TO DO:
Find the lines below that include the word "edges" and state how many there are, adding nothing.

Stored data entries:
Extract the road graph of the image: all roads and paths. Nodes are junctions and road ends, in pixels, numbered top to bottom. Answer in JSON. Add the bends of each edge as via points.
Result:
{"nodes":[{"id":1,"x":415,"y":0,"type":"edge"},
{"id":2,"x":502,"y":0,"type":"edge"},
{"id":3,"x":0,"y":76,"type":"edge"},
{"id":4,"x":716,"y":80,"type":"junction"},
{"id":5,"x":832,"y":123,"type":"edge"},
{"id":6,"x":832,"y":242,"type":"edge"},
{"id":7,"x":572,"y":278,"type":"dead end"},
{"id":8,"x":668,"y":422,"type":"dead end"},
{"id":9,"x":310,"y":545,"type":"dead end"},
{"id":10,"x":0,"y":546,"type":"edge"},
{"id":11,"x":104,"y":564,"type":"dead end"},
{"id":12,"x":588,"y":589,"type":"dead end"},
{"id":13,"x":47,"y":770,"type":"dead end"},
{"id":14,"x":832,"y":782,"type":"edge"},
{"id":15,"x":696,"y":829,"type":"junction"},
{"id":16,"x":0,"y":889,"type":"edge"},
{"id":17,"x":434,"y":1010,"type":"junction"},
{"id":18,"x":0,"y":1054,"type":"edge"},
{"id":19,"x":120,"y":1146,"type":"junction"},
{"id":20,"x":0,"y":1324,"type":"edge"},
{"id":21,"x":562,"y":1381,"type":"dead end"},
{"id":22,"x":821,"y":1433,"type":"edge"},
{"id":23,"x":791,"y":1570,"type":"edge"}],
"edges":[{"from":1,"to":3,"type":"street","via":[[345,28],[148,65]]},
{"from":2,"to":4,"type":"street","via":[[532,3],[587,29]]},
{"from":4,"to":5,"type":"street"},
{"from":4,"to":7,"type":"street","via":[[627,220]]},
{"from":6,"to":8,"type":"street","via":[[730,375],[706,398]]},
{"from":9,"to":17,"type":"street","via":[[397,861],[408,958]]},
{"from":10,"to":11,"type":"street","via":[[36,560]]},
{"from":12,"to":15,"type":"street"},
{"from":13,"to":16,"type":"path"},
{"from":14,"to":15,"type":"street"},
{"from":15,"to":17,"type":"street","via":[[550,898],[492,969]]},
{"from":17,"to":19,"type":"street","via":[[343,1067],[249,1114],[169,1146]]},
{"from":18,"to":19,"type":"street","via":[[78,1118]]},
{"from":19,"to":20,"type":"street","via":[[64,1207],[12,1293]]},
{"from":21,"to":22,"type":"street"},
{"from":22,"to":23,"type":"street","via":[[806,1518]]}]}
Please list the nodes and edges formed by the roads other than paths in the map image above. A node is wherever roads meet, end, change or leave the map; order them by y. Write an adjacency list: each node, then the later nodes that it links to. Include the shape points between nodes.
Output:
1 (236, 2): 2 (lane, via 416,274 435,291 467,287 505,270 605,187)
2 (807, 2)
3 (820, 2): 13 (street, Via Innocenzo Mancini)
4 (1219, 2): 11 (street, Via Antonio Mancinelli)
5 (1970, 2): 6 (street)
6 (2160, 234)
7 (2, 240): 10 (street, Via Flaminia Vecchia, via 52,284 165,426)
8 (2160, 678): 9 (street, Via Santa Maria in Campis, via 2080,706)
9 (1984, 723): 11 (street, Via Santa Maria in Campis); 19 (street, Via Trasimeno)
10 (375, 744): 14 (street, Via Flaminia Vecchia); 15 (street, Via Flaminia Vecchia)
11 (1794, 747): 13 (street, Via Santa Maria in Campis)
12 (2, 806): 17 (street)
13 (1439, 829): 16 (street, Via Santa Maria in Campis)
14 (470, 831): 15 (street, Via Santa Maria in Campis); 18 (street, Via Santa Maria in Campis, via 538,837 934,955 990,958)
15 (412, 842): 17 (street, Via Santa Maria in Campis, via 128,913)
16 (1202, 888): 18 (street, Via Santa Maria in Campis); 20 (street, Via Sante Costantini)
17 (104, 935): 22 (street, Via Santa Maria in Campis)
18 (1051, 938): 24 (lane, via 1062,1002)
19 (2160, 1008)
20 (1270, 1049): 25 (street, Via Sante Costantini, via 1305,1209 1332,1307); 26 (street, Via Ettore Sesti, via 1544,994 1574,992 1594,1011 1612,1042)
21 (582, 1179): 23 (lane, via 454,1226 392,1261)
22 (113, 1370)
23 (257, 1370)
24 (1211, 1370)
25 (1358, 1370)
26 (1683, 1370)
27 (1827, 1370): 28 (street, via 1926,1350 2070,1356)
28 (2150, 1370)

RESPONSE TO THIS EXERCISE:
2